▶ **SOURCE DATA**
◇ ◇ ◇ ◇ ◇ ◇ ◇

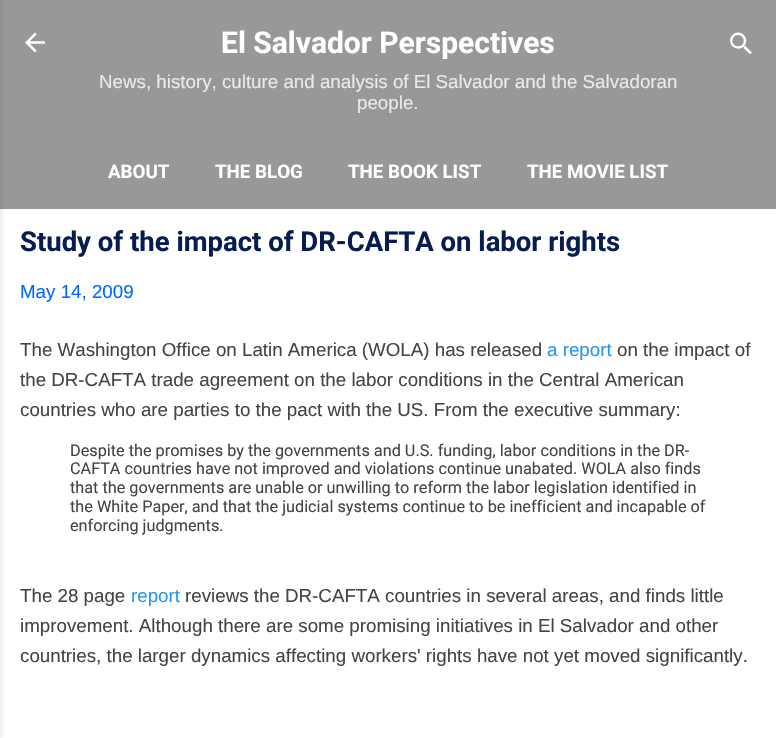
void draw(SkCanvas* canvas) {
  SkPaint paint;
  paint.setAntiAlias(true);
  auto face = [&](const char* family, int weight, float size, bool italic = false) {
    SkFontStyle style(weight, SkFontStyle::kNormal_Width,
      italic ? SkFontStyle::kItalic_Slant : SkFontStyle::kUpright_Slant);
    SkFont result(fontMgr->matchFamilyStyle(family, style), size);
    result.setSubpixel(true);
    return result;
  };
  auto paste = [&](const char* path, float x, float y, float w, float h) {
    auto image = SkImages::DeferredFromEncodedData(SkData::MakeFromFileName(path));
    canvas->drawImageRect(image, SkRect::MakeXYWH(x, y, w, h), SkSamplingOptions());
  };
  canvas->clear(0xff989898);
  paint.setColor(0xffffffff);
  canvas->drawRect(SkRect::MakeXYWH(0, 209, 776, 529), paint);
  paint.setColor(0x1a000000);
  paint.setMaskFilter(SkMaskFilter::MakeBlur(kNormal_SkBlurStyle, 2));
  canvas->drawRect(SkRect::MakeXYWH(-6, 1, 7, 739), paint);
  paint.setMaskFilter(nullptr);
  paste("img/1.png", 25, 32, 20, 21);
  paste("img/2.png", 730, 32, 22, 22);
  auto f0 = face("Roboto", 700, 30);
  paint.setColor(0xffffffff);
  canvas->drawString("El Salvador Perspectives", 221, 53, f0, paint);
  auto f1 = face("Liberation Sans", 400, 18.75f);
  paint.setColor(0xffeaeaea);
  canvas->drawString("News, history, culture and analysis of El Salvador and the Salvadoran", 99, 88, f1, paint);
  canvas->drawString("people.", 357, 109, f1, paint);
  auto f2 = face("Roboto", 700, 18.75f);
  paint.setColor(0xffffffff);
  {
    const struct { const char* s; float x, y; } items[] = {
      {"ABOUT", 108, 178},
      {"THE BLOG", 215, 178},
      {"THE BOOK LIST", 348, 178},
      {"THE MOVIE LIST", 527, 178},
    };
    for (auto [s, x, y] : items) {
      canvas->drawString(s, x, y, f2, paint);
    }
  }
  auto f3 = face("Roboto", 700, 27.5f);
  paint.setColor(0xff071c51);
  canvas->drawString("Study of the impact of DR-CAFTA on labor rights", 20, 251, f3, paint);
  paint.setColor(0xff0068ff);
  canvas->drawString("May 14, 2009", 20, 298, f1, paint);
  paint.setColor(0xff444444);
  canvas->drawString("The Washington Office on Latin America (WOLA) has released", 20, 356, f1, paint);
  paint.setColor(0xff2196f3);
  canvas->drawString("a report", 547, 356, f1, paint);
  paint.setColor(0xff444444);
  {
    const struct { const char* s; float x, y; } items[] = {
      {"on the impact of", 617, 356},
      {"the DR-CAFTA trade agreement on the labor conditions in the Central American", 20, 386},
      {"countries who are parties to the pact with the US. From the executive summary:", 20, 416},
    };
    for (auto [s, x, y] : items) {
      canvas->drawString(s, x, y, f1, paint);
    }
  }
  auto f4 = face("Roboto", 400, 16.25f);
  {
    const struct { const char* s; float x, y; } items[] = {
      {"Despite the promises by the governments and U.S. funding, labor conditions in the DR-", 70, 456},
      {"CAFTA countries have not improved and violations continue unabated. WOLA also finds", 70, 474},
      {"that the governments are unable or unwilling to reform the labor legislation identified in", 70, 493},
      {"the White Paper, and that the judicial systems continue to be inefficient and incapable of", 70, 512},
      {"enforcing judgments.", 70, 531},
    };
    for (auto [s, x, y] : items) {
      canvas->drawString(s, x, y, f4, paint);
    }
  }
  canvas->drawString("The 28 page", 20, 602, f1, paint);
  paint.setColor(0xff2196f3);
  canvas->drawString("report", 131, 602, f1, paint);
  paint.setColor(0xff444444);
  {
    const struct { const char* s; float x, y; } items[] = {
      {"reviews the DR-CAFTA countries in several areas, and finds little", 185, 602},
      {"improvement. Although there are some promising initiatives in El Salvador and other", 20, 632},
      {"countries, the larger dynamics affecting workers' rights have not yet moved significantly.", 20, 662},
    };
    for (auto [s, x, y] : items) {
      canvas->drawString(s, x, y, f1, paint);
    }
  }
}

◇ ◇ ◇ ◇ ◇ ◇ ◇

If a line in the entries above contains the word "SkFontStyle", copy it.

    SkFontStyle style(weight, SkFontStyle::kNormal_Width,
      italic ? SkFontStyle::kItalic_Slant : SkFontStyle::kUpright_Slant);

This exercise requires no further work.